THE DATA:
⁂
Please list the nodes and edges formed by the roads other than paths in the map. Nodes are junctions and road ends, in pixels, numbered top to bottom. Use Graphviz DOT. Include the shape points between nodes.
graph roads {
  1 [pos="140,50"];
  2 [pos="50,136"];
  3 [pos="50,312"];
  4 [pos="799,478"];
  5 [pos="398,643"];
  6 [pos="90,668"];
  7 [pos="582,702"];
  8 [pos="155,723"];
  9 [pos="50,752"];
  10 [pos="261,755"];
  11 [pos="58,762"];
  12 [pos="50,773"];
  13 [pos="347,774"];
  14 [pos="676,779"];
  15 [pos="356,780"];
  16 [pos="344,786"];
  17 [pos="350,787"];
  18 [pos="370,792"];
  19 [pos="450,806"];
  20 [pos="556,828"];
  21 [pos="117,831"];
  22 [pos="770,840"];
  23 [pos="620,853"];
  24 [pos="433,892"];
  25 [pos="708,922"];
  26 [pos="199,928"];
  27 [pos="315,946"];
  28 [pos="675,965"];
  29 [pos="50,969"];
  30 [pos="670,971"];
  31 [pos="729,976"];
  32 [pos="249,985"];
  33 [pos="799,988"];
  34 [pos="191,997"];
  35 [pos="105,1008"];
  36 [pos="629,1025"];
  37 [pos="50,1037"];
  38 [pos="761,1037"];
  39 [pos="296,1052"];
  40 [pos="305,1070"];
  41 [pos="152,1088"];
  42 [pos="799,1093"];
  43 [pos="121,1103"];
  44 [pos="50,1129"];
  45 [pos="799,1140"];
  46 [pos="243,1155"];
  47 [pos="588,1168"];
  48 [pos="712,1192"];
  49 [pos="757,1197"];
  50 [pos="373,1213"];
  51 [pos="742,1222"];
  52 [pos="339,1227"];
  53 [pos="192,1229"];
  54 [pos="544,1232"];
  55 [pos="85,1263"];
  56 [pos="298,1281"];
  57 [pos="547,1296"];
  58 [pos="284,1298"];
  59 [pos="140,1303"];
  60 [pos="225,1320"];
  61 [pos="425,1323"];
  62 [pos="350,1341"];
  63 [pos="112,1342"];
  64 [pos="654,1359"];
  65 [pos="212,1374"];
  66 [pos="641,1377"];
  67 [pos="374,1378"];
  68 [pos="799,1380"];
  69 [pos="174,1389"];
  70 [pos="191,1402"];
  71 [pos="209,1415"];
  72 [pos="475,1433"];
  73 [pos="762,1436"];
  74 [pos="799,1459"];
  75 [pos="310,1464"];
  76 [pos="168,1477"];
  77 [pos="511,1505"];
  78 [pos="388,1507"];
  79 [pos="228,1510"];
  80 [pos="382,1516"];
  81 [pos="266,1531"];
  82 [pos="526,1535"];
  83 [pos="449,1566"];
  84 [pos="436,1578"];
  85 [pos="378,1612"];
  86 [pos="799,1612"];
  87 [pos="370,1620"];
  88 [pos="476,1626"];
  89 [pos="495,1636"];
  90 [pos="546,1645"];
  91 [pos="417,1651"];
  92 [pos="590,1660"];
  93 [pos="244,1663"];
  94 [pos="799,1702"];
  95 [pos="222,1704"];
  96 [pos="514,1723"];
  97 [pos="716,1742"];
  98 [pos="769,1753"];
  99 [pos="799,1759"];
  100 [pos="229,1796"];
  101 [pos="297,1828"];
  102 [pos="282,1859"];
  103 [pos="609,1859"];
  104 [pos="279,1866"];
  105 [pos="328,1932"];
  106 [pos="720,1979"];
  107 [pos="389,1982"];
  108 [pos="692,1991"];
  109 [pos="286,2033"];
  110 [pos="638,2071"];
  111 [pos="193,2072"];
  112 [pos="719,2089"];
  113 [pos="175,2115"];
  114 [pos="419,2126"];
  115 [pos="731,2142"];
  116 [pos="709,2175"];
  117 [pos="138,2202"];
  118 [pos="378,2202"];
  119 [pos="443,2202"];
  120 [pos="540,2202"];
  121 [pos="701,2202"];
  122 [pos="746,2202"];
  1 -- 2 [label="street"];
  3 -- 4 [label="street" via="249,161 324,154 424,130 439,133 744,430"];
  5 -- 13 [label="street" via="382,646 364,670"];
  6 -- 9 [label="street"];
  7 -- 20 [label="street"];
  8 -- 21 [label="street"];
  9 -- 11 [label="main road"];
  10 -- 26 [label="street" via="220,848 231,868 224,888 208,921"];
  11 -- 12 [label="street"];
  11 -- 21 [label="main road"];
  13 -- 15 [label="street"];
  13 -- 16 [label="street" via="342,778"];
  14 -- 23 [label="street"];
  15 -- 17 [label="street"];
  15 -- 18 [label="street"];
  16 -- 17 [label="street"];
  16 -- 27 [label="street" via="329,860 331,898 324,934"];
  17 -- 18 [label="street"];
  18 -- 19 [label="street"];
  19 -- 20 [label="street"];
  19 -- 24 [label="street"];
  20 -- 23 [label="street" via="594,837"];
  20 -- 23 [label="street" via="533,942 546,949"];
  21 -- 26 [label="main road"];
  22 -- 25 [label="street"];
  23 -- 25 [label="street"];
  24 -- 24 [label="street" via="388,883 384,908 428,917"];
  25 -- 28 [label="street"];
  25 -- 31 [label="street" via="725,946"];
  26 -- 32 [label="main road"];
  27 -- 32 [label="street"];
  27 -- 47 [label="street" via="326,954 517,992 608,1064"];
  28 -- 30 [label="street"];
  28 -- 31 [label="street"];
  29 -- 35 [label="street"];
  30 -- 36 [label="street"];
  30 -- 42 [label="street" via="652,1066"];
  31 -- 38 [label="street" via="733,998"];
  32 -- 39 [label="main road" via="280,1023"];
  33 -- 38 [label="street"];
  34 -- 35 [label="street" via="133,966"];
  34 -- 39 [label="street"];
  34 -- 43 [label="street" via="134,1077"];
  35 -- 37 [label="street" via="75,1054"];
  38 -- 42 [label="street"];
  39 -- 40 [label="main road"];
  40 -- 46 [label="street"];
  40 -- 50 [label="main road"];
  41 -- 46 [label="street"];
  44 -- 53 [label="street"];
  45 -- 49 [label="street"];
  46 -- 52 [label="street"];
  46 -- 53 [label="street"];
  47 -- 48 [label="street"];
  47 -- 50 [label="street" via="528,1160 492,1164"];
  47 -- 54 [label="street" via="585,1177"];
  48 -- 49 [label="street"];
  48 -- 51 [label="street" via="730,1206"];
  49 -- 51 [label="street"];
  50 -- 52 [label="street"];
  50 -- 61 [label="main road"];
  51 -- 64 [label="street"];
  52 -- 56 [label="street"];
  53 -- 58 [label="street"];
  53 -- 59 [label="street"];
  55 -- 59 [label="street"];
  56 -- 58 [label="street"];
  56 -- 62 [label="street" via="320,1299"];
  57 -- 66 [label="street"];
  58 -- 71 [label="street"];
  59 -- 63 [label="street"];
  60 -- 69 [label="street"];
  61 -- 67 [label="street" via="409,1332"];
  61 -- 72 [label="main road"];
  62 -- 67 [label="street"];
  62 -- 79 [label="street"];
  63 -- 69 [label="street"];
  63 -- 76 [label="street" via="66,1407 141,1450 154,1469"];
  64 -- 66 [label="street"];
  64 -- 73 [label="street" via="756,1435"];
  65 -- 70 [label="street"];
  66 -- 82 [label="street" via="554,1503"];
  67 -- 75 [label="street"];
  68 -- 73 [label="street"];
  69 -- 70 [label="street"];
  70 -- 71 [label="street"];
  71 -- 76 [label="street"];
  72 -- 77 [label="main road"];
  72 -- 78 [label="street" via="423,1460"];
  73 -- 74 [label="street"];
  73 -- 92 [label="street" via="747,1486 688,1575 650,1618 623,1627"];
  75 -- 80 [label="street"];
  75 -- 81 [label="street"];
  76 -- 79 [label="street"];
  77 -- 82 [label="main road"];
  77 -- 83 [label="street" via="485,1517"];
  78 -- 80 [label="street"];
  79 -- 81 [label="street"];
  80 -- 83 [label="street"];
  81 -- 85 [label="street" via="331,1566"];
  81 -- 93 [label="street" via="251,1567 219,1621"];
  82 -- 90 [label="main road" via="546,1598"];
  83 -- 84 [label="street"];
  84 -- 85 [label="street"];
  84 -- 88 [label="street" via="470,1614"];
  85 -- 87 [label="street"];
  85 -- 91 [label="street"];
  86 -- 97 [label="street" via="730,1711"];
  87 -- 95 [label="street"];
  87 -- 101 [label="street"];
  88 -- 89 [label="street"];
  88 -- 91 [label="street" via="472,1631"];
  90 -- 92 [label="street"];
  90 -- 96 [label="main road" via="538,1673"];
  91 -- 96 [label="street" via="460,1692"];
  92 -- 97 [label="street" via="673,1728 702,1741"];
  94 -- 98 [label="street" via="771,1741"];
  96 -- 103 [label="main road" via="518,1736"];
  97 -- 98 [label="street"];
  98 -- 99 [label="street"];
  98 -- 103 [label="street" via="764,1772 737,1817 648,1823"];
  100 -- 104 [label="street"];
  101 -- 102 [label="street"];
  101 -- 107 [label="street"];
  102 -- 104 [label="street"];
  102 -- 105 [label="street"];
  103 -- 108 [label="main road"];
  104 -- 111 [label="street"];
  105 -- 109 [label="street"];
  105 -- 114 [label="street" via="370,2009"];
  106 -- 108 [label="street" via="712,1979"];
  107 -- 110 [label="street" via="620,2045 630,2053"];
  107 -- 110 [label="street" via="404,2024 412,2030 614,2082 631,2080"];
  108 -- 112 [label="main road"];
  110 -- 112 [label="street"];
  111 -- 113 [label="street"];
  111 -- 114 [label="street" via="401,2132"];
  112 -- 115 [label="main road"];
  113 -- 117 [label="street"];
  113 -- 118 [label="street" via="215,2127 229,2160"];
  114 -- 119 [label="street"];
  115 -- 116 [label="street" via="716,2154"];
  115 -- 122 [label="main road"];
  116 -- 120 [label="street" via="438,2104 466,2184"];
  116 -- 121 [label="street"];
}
⁂
EXERCISE OBJECTIVE:
Each line in which the string "roads" is found must be copied from the data.

SOLUTION:
Please list the nodes and edges formed by the roads other than paths in the map. Nodes are junctions and road ends, in pixels, numbered top to bottom. Use Graphviz DOT. Include the shape points between nodes.
graph roads {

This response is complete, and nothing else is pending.